## About this task
Taking the lines below one at a time, count those with the string "leaves" and give the result alone.

Records contained in a dataset:
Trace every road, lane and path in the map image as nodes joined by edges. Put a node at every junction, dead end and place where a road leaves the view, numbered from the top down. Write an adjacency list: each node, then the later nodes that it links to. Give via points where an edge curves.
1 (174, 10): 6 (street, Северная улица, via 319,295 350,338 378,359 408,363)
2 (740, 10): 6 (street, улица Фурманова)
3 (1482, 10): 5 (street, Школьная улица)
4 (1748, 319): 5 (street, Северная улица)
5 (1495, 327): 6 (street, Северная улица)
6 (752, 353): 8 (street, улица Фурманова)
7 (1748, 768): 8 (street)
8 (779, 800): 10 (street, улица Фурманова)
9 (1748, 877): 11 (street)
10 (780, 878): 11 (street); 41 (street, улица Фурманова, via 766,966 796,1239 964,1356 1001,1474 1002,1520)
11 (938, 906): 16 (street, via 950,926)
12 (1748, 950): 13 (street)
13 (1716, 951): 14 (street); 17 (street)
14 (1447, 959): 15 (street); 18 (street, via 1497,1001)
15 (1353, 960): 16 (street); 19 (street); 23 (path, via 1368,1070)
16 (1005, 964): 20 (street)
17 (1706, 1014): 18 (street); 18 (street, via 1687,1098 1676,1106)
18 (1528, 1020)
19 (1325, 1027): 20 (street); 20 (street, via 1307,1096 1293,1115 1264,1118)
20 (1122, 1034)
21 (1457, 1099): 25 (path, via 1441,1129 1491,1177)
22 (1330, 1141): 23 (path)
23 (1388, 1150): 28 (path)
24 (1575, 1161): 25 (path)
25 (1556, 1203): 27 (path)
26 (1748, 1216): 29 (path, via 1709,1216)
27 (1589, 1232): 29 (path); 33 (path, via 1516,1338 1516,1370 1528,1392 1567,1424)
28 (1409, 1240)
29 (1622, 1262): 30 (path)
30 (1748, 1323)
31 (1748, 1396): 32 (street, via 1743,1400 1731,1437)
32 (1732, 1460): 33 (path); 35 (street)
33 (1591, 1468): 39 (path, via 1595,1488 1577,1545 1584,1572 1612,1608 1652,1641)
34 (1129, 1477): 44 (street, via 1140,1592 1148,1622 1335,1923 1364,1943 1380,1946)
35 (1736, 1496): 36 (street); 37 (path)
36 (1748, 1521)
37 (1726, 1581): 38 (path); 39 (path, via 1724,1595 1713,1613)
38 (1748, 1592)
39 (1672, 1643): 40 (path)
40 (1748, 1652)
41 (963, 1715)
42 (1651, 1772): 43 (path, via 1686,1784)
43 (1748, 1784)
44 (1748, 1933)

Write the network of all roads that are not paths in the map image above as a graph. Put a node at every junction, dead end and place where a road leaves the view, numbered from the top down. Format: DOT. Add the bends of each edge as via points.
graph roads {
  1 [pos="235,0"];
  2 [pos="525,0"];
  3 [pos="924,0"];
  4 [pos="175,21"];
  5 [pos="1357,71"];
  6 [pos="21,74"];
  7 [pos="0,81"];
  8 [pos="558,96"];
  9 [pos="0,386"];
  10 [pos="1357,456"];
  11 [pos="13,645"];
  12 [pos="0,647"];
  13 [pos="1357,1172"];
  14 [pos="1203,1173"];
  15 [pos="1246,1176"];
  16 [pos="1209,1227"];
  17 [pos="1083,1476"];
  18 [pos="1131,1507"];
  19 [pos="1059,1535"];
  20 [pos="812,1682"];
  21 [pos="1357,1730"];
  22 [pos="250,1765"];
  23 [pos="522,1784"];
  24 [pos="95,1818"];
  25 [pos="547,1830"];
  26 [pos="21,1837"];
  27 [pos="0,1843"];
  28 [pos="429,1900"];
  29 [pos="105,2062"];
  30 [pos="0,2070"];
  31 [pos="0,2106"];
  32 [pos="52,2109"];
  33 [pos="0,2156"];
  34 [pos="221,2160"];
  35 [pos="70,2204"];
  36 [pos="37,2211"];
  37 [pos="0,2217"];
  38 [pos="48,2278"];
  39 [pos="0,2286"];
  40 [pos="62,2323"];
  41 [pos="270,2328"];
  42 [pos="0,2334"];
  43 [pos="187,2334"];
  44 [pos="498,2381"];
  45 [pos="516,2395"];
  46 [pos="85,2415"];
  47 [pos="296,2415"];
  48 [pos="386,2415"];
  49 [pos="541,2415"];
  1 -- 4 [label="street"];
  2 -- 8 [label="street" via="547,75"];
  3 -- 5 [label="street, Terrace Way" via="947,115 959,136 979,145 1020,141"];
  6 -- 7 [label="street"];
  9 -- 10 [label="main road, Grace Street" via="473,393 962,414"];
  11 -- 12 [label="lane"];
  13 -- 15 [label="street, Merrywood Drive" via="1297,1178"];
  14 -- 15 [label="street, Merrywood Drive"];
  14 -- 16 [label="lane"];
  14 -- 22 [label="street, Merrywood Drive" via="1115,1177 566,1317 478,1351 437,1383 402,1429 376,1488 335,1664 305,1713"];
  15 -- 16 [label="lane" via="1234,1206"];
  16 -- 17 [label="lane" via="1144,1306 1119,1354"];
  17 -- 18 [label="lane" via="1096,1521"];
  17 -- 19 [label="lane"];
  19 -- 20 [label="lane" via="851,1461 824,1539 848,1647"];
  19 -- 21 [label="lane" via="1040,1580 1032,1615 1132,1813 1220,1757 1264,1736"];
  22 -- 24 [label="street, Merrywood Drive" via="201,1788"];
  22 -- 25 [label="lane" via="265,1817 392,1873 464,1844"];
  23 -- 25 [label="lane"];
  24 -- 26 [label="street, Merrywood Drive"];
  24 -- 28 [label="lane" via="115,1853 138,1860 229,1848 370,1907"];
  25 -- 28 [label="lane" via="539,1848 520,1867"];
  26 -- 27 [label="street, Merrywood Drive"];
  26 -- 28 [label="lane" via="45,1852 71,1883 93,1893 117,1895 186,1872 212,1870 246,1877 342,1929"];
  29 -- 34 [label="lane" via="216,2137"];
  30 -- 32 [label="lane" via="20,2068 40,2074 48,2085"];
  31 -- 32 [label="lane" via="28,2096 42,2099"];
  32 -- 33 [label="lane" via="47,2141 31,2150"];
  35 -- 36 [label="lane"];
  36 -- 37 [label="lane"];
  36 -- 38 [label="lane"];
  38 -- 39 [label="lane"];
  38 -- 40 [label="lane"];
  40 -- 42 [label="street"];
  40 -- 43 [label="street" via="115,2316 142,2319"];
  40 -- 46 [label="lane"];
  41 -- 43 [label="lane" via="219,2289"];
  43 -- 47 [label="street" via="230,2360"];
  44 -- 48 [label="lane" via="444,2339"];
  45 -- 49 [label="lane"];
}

## Task answer
2